## What is being asked:
State the number of lines in the following material that contain the string "神清宫路", and nothing else.
·····
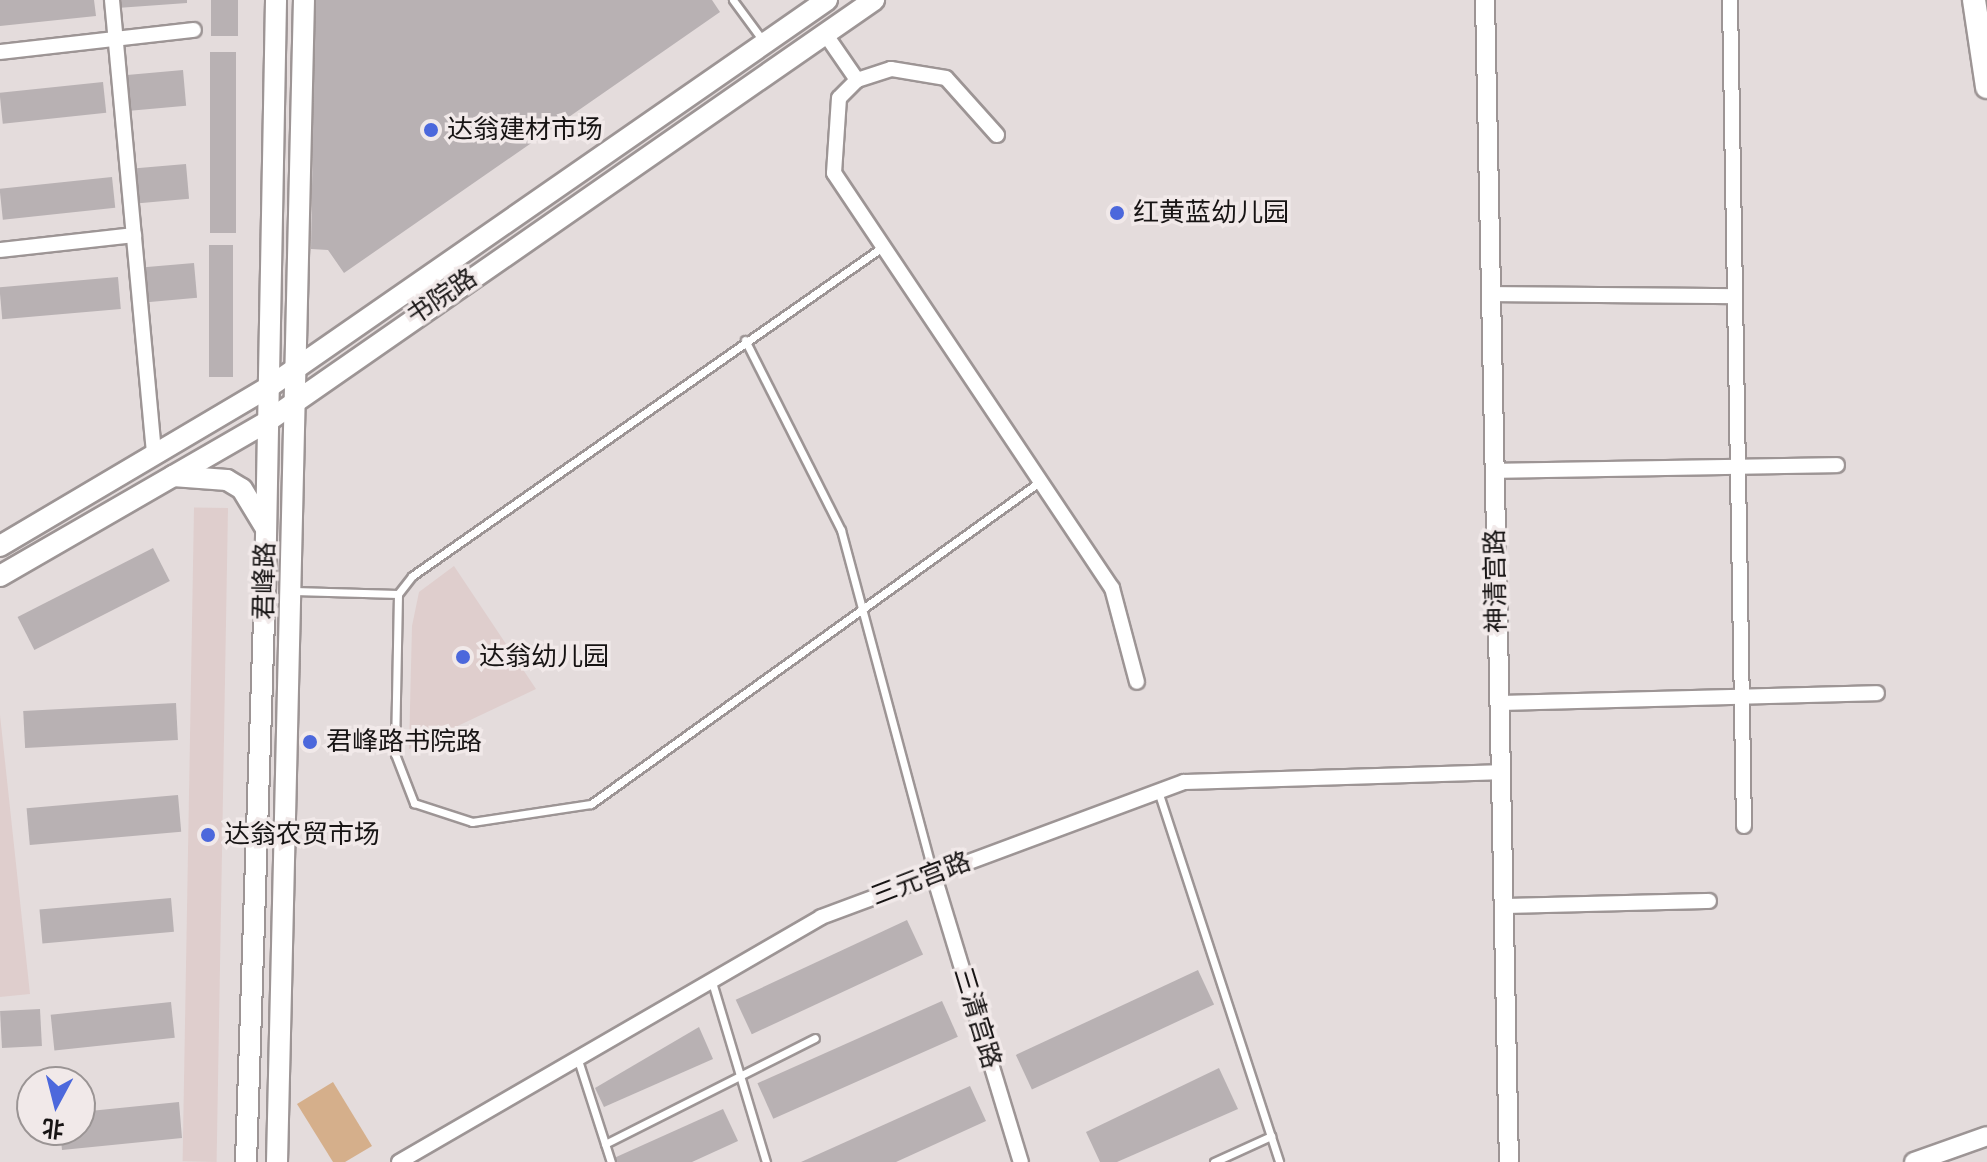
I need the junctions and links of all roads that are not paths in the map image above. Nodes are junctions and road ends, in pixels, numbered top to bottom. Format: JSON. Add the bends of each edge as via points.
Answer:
{"nodes":[{"id":1,"x":112,"y":0,"type":"edge"},
{"id":2,"x":276,"y":0,"type":"edge"},
{"id":3,"x":304,"y":0,"type":"edge"},
{"id":4,"x":733,"y":0,"type":"edge"},
{"id":5,"x":827,"y":0,"type":"edge"},
{"id":6,"x":874,"y":0,"type":"edge"},
{"id":7,"x":1485,"y":0,"type":"edge"},
{"id":8,"x":1730,"y":0,"type":"edge"},
{"id":9,"x":1974,"y":0,"type":"edge"},
{"id":10,"x":194,"y":30,"type":"dead end"},
{"id":11,"x":826,"y":35,"type":"junction"},
{"id":12,"x":117,"y":39,"type":"junction"},
{"id":13,"x":765,"y":43,"type":"junction"},
{"id":14,"x":0,"y":52,"type":"edge"},
{"id":15,"x":857,"y":80,"type":"junction"},
{"id":16,"x":1987,"y":87,"type":"edge"},
{"id":17,"x":997,"y":135,"type":"dead end"},
{"id":18,"x":134,"y":235,"type":"junction"},
{"id":19,"x":881,"y":248,"type":"junction"},
{"id":20,"x":0,"y":250,"type":"edge"},
{"id":21,"x":1491,"y":294,"type":"junction"},
{"id":22,"x":1735,"y":296,"type":"junction"},
{"id":23,"x":745,"y":340,"type":"junction"},
{"id":24,"x":298,"y":363,"type":"junction"},
{"id":25,"x":269,"y":387,"type":"junction"},
{"id":26,"x":297,"y":399,"type":"junction"},
{"id":27,"x":268,"y":421,"type":"junction"},
{"id":28,"x":154,"y":455,"type":"junction"},
{"id":29,"x":1837,"y":465,"type":"dead end"},
{"id":30,"x":1738,"y":468,"type":"junction"},
{"id":31,"x":1494,"y":471,"type":"junction"},
{"id":32,"x":173,"y":476,"type":"junction"},
{"id":33,"x":1043,"y":479,"type":"junction"},
{"id":34,"x":266,"y":530,"type":"junction"},
{"id":35,"x":0,"y":546,"type":"edge"},
{"id":36,"x":0,"y":576,"type":"edge"},
{"id":37,"x":294,"y":591,"type":"junction"},
{"id":38,"x":398,"y":594,"type":"junction"},
{"id":39,"x":863,"y":611,"type":"junction"},
{"id":40,"x":1137,"y":682,"type":"dead end"},
{"id":41,"x":1877,"y":693,"type":"dead end"},
{"id":42,"x":1742,"y":697,"type":"junction"},
{"id":43,"x":1498,"y":703,"type":"junction"},
{"id":44,"x":1499,"y":772,"type":"junction"},
{"id":45,"x":1158,"y":791,"type":"junction"},
{"id":46,"x":1744,"y":826,"type":"dead end"},
{"id":47,"x":933,"y":873,"type":"junction"},
{"id":48,"x":1709,"y":901,"type":"dead end"},
{"id":49,"x":1503,"y":906,"type":"junction"},
{"id":50,"x":712,"y":982,"type":"junction"},
{"id":51,"x":815,"y":1038,"type":"dead end"},
{"id":52,"x":578,"y":1060,"type":"junction"},
{"id":53,"x":741,"y":1078,"type":"junction"},
{"id":54,"x":1271,"y":1136,"type":"junction"},
{"id":55,"x":1987,"y":1136,"type":"edge"},
{"id":56,"x":605,"y":1144,"type":"junction"},
{"id":57,"x":246,"y":1162,"type":"edge"},
{"id":58,"x":277,"y":1162,"type":"edge"},
{"id":59,"x":399,"y":1162,"type":"edge"},
{"id":60,"x":611,"y":1162,"type":"edge"},
{"id":61,"x":766,"y":1162,"type":"edge"},
{"id":62,"x":1021,"y":1162,"type":"edge"},
{"id":63,"x":1214,"y":1162,"type":"edge"},
{"id":64,"x":1279,"y":1162,"type":"edge"},
{"id":65,"x":1509,"y":1162,"type":"edge"},
{"id":66,"x":1914,"y":1162,"type":"edge"}],
"edges":[{"from":1,"to":12,"type":"street"},
{"from":2,"to":25,"type":"main road","name":"君峰路"},
{"from":3,"to":24,"type":"main road","name":"君峰路"},
{"from":4,"to":13,"type":"lane"},
{"from":5,"to":13,"type":"main road","name":"书院路"},
{"from":6,"to":11,"type":"main road","name":"书院路"},
{"from":7,"to":21,"type":"street","name":"神清宫路"},
{"from":8,"to":22,"type":"street"},
{"from":9,"to":16,"type":"main road"},
{"from":10,"to":12,"type":"street"},
{"from":11,"to":15,"type":"street"},
{"from":11,"to":26,"type":"main road","name":"书院路"},
{"from":12,"to":14,"type":"street"},
{"from":12,"to":18,"type":"street"},
{"from":13,"to":24,"type":"main road","name":"书院路"},
{"from":15,"to":17,"type":"street","via":[[891,69],[946,78]]},
{"from":15,"to":19,"type":"street","via":[[839,98],[834,173]]},
{"from":18,"to":20,"type":"street"},
{"from":18,"to":28,"type":"street"},
{"from":19,"to":23,"type":"lane"},
{"from":19,"to":33,"type":"street"},
{"from":21,"to":22,"type":"street"},
{"from":21,"to":31,"type":"street","name":"神清宫路"},
{"from":22,"to":30,"type":"street"},
{"from":23,"to":38,"type":"lane","via":[[412,576]]},
{"from":23,"to":39,"type":"lane","via":[[841,530]]},
{"from":24,"to":25,"type":"main road","name":"书院路"},
{"from":24,"to":26,"type":"main road","name":"君峰路"},
{"from":25,"to":27,"type":"main road","name":"君峰路"},
{"from":25,"to":28,"type":"main road","name":"书院路"},
{"from":26,"to":27,"type":"main road","name":"书院路"},
{"from":26,"to":37,"type":"main road","name":"君峰路"},
{"from":27,"to":32,"type":"main road","name":"书院路"},
{"from":27,"to":34,"type":"main road","name":"君峰路"},
{"from":28,"to":35,"type":"main road","name":"书院路"},
{"from":29,"to":30,"type":"street"},
{"from":30,"to":31,"type":"street"},
{"from":30,"to":42,"type":"street"},
{"from":31,"to":43,"type":"street","name":"神清宫路"},
{"from":32,"to":34,"type":"main road","via":[[227,480],[254,504]]},
{"from":32,"to":36,"type":"main road","name":"书院路"},
{"from":33,"to":39,"type":"lane"},
{"from":33,"to":40,"type":"street","via":[[1112,588]]},
{"from":34,"to":57,"type":"main road","name":"君峰路"},
{"from":37,"to":38,"type":"lane"},
{"from":37,"to":58,"type":"main road","name":"君峰路"},
{"from":38,"to":39,"type":"lane","via":[[397,764],[414,803],[472,822],[591,804]]},
{"from":39,"to":47,"type":"lane"},
{"from":41,"to":42,"type":"street"},
{"from":42,"to":43,"type":"street"},
{"from":42,"to":46,"type":"street"},
{"from":43,"to":44,"type":"street","name":"神清宫路"},
{"from":44,"to":45,"type":"street","name":"三元宫路","via":[[1184,782]]},
{"from":44,"to":49,"type":"street","name":"神清宫路"},
{"from":45,"to":47,"type":"street","name":"三元宫路"},
{"from":45,"to":54,"type":"lane"},
{"from":47,"to":50,"type":"street","name":"三元宫路","via":[[821,917]]},
{"from":47,"to":62,"type":"street","name":"三清宫路"},
{"from":48,"to":49,"type":"street"},
{"from":49,"to":65,"type":"street","name":"神清宫路"},
{"from":50,"to":52,"type":"street","name":"三元宫路"},
{"from":50,"to":53,"type":"lane"},
{"from":51,"to":53,"type":"lane","via":[[750,1067]]},
{"from":52,"to":56,"type":"lane"},
{"from":52,"to":59,"type":"street","name":"三元宫路"},
{"from":53,"to":56,"type":"lane"},
{"from":53,"to":61,"type":"lane"},
{"from":54,"to":63,"type":"lane"},
{"from":54,"to":64,"type":"lane"},
{"from":55,"to":66,"type":"street"},
{"from":56,"to":60,"type":"lane"}]}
·····
## Written response:
6